#### What the task requires:
In the entries below, how many lines contain the word "Private"? State the number and nothing more.

╔══

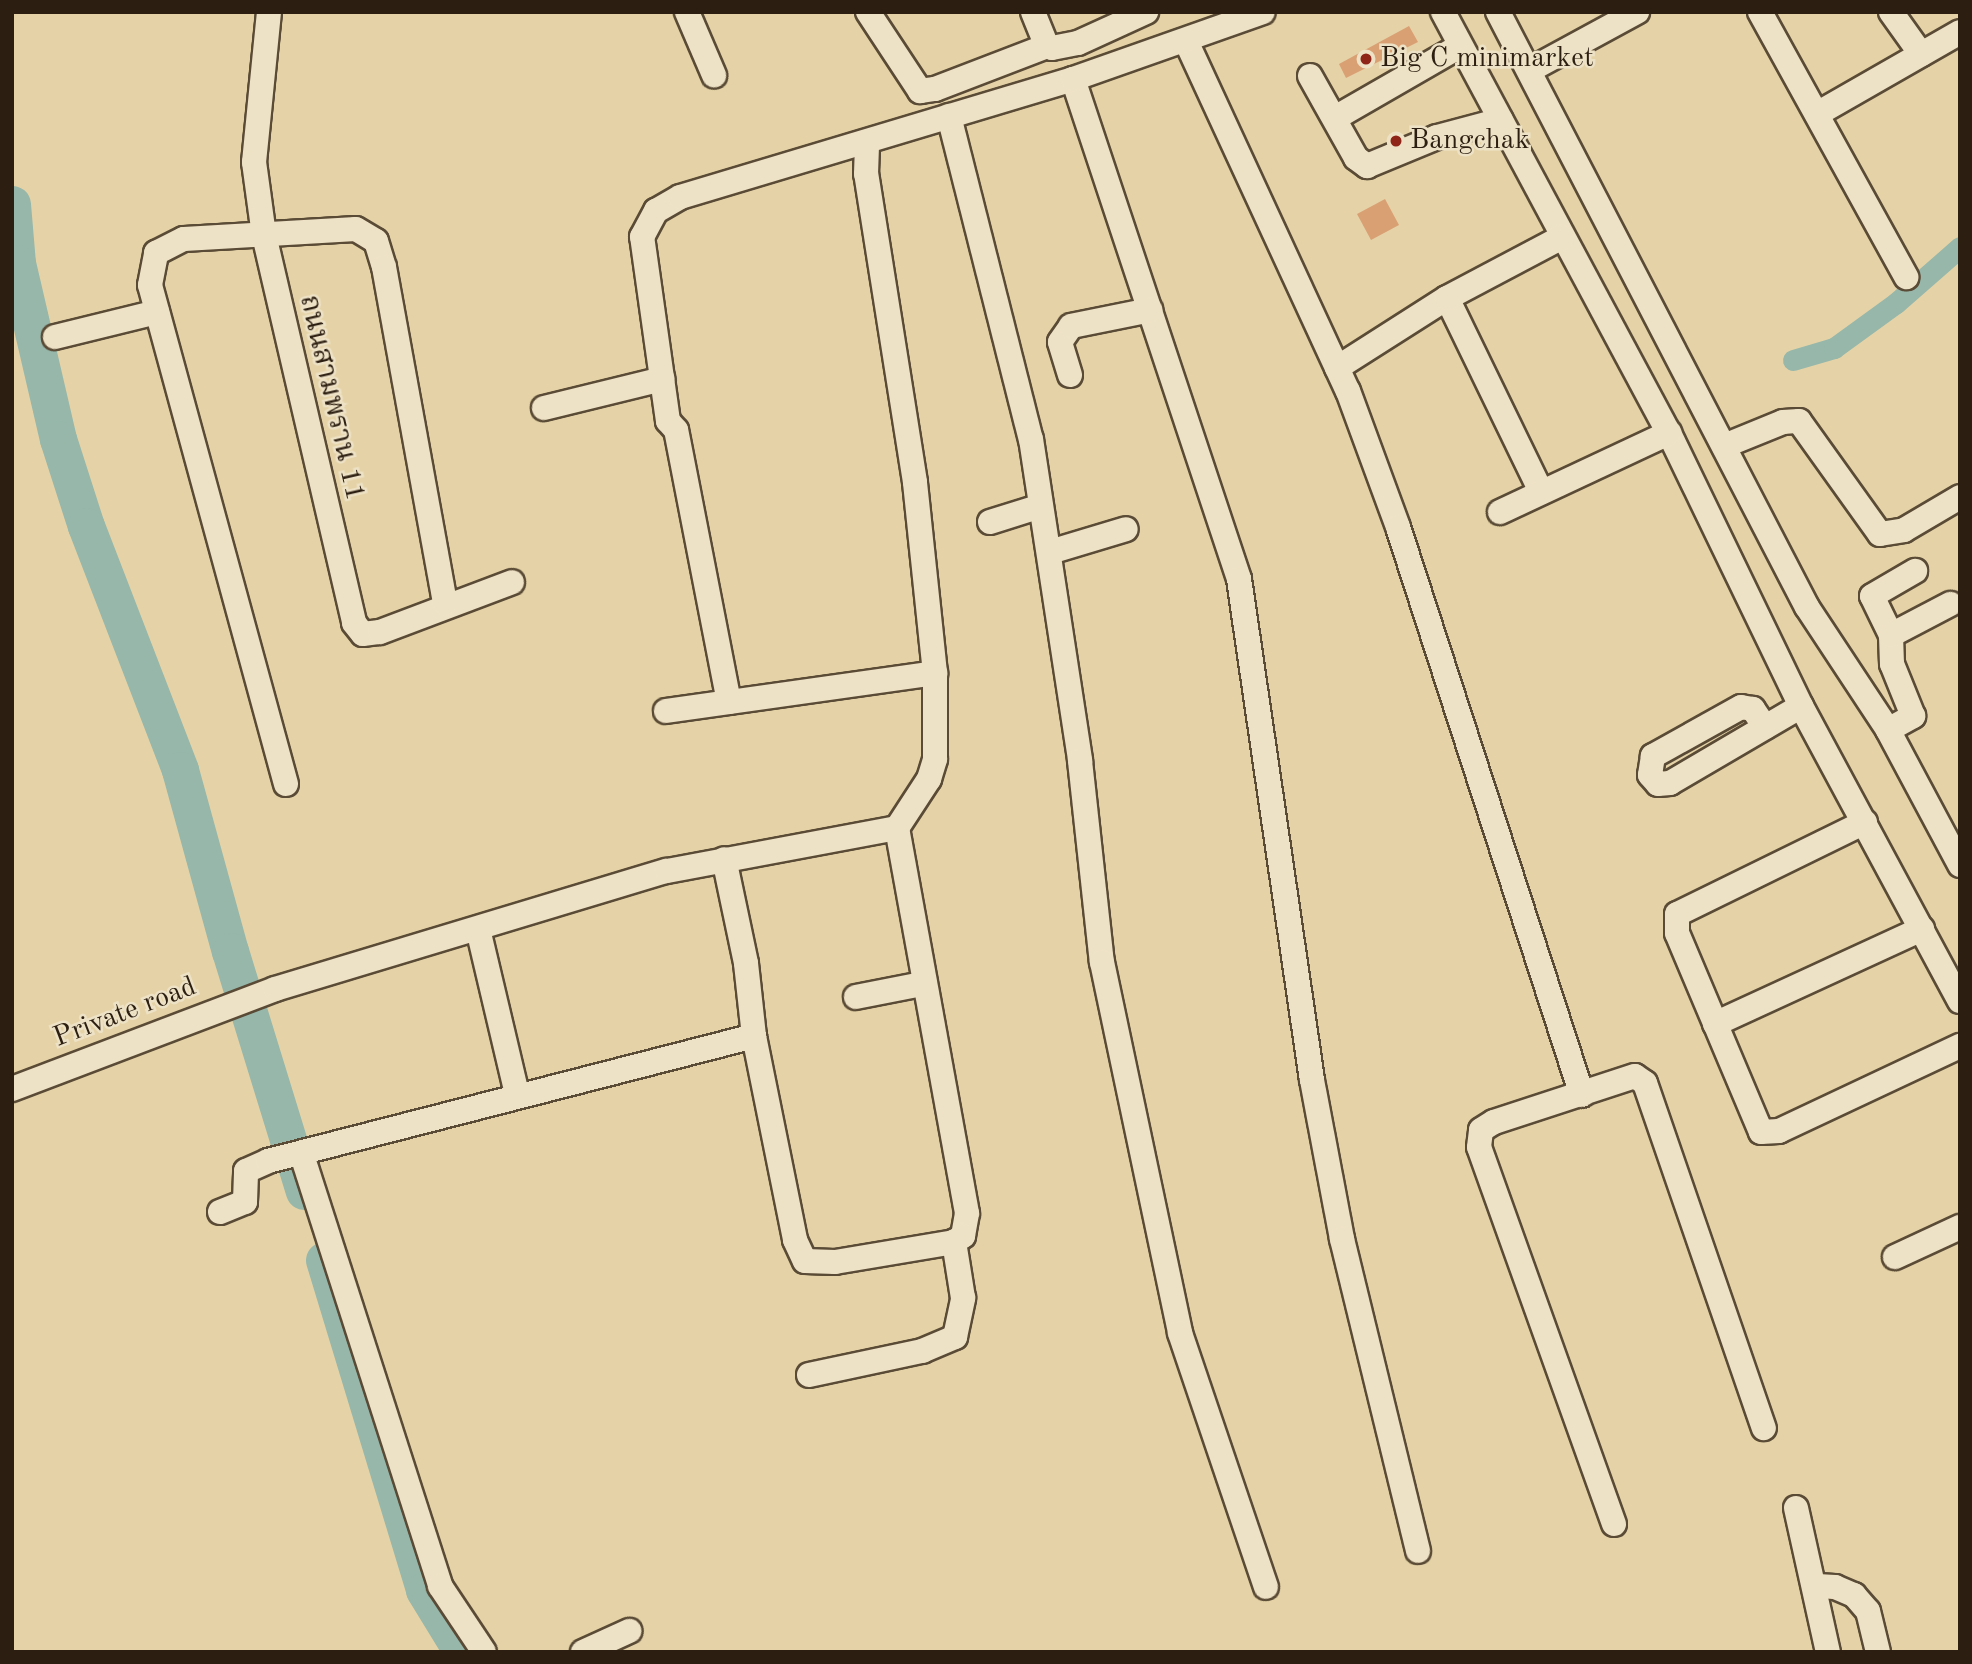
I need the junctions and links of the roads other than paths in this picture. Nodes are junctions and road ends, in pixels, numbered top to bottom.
1 (269, 12) edge
2 (687, 12) edge
3 (868, 12) edge
4 (1034, 12) edge
5 (1146, 12) edge
6 (1264, 12) edge
7 (1443, 12) edge
8 (1498, 12) edge
9 (1637, 12) edge
10 (1760, 12) edge
11 (1891, 12) edge
12 (1960, 32) edge
13 (1186, 41) junction
14 (1047, 46) junction
15 (1460, 46) junction
16 (1921, 54) junction
17 (1530, 70) junction
18 (714, 75) dead end
19 (1310, 76) dead end
20 (1073, 79) junction
21 (1817, 114) junction
22 (949, 116) junction
23 (1335, 118) junction
24 (1501, 120) junction
25 (867, 142) junction
26 (264, 234) junction
27 (1562, 237) junction
28 (1906, 278) dead end
29 (1447, 298) junction
30 (1150, 310) junction
31 (157, 312) junction
32 (55, 337) dead end
33 (1337, 368) junction
34 (1070, 375) dead end
35 (662, 379) junction
36 (544, 408) dead end
37 (1670, 433) junction
38 (1724, 446) junction
39 (1541, 492) junction
40 (1960, 497) edge
41 (1041, 506) junction
42 (1500, 512) dead end
43 (990, 522) dead end
44 (1126, 529) dead end
45 (1050, 552) junction
46 (1915, 571) dead end
47 (512, 582) dead end
48 (445, 604) junction
49 (1950, 604) dead end
50 (1891, 635) junction
51 (935, 673) junction
52 (729, 702) junction
53 (1801, 706) junction
54 (666, 711) dead end
55 (1765, 727) dead end
56 (1888, 730) junction
57 (286, 784) dead end
58 (1865, 822) junction
59 (897, 828) junction
60 (724, 859) junction
61 (1960, 865) edge
62 (478, 929) junction
63 (1922, 929) junction
64 (1953, 974) edge
65 (922, 984) junction
66 (856, 997) dead end
67 (1960, 1001) edge
68 (1715, 1024) junction
69 (754, 1036) junction
70 (1960, 1046) edge
71 (12, 1089) edge
72 (517, 1094) junction
73 (1582, 1095) junction
74 (299, 1155) junction
75 (220, 1212) dead end
76 (1960, 1227) edge
77 (954, 1242) junction
78 (1895, 1257) dead end
79 (809, 1375) dead end
80 (1764, 1428) dead end
81 (1796, 1508) dead end
82 (1614, 1524) dead end
83 (1418, 1551) dead end
84 (1816, 1586) junction
85 (1266, 1587) dead end
86 (629, 1631) dead end
87 (484, 1652) edge
88 (583, 1652) edge
89 (1828, 1652) edge
90 (1878, 1652) edge

1 - 26 street, ถนนสามพราน 11
2 - 18 street
3 - 14 street
4 - 14 street
5 - 14 street
6 - 13 street
7 - 15 street
8 - 17 street
9 - 17 street
10 - 21 street
11 - 16 street
12 - 16 street
13 - 20 street
13 - 33 street
15 - 23 street
15 - 24 street
16 - 21 street
17 - 38 street
19 - 23 street
20 - 22 street
20 - 30 street
21 - 28 street
22 - 25 street
22 - 41 street
23 - 24 street
24 - 27 street
25 - 35 street
25 - 51 street
26 - 31 street
26 - 48 street
26 - 48 street, ถนนสามพราน 11
27 - 29 street
27 - 37 street
29 - 33 street
29 - 39 street
30 - 34 street
30 - 83 street
31 - 32 street
31 - 57 street
33 - 73 street
35 - 36 street
35 - 52 street
37 - 39 street
37 - 53 street
38 - 40 street
38 - 56 street
39 - 42 street
41 - 43 street
41 - 45 street
44 - 45 street
45 - 85 street
46 - 50 street
47 - 48 street, ถนนสามพราน 11
49 - 50 street
50 - 56 street
51 - 52 street
51 - 59 street
52 - 54 street
53 - 55 street
53 - 58 street
56 - 61 street
58 - 63 street
58 - 68 street
59 - 60 street, Private road
59 - 65 street
60 - 62 street, Private road
60 - 69 street
62 - 71 street, Private road
62 - 72 street
63 - 64 street
63 - 68 street
64 - 67 street
65 - 66 street
65 - 77 street
68 - 70 street
69 - 72 street
69 - 77 street
72 - 74 street
73 - 80 street
73 - 82 street
74 - 75 street
74 - 87 street
76 - 78 street
77 - 79 street
81 - 84 street
84 - 89 street
84 - 90 street
86 - 88 street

╚══

#### Result below:
3